_HOW TO COMPLETE THIS TASK_: Using the listing below, please count the lines that contain the string "image". Only the number is wanted.

_SUPPLIED MATERIAL_:

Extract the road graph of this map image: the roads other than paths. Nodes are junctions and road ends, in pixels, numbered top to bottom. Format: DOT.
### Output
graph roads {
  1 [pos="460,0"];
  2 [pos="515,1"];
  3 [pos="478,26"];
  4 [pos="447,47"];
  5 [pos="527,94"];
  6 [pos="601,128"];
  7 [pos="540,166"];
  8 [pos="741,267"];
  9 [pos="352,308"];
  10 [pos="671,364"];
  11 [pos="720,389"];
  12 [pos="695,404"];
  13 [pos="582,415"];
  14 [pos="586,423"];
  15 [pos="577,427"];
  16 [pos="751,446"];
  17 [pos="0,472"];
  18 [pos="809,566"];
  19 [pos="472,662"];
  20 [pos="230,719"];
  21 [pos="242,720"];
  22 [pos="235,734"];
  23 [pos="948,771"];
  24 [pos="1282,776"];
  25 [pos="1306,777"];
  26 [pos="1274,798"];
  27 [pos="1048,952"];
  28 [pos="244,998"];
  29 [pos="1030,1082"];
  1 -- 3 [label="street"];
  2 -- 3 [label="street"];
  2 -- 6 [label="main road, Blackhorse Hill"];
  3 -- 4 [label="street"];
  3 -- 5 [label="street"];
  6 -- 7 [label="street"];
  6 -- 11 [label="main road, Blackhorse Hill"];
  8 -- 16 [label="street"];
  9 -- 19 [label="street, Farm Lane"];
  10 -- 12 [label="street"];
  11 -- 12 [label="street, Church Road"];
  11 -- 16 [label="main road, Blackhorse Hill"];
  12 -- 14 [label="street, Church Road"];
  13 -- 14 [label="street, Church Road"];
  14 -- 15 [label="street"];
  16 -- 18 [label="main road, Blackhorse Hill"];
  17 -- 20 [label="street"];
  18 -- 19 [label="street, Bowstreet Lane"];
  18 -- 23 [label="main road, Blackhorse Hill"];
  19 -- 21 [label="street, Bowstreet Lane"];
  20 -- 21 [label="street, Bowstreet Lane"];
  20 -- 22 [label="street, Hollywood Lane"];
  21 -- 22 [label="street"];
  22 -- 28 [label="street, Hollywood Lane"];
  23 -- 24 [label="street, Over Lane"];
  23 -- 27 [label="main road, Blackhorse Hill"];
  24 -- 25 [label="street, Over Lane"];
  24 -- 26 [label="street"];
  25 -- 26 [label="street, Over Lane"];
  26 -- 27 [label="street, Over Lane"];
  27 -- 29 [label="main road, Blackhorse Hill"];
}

...

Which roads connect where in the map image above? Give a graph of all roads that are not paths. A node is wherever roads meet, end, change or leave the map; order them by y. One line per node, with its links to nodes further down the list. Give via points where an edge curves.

...

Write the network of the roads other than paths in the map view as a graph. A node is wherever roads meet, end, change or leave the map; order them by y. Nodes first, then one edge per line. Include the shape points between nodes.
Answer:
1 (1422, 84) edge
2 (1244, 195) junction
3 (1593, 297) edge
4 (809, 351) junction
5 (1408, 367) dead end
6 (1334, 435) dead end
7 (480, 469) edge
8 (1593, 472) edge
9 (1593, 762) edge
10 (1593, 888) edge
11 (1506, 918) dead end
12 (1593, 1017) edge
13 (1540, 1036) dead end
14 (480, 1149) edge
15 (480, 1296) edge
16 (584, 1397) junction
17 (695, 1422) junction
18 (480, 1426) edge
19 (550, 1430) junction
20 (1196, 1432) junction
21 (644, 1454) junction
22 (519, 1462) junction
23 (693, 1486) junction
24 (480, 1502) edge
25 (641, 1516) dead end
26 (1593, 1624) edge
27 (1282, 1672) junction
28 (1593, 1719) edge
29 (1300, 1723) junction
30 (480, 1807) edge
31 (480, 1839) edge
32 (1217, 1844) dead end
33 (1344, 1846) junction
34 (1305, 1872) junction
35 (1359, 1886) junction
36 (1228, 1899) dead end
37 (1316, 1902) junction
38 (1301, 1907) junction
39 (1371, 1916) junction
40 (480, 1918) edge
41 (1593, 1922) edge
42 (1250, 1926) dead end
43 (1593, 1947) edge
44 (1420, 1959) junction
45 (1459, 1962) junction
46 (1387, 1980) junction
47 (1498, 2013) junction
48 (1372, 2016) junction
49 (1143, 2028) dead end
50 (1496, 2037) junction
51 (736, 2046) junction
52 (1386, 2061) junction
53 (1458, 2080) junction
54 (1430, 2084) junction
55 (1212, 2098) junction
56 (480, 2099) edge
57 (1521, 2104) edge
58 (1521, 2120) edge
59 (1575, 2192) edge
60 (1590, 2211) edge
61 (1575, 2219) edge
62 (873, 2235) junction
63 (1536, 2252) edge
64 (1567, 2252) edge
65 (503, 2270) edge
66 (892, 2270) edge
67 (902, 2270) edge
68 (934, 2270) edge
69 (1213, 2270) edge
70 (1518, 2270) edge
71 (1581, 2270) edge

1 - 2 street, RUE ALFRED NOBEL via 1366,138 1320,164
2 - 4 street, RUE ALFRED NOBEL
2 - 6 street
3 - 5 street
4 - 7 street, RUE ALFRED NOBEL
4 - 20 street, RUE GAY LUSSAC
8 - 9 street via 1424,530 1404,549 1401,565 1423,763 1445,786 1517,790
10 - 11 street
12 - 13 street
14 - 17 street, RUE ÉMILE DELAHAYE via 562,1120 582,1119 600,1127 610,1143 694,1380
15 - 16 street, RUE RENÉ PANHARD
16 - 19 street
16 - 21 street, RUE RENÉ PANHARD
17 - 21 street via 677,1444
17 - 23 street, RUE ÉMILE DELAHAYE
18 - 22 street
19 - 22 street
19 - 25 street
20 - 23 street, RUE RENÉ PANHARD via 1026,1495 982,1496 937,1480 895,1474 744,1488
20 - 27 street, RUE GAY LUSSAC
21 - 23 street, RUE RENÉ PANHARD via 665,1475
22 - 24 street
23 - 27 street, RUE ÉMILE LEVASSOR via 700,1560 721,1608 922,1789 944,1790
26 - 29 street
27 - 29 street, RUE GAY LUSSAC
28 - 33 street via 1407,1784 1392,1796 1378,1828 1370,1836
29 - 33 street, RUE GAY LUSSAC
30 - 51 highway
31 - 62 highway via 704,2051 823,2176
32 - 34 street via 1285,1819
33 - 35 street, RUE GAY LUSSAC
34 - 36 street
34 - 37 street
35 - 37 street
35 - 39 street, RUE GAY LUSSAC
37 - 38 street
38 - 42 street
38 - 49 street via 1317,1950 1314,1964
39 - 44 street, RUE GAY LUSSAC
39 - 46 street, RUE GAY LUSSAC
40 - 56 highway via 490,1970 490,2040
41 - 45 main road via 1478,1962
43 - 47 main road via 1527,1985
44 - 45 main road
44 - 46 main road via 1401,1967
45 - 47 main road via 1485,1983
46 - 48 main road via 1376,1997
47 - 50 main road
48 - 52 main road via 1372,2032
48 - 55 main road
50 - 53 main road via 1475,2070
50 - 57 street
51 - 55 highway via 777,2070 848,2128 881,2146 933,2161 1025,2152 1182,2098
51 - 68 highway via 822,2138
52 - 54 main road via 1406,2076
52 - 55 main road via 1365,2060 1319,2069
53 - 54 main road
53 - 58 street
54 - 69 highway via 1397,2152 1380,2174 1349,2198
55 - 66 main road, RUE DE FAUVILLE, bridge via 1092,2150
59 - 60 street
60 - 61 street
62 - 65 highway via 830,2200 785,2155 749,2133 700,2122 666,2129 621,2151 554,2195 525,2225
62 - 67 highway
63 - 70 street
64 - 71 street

_TASK OUTPUT_: 2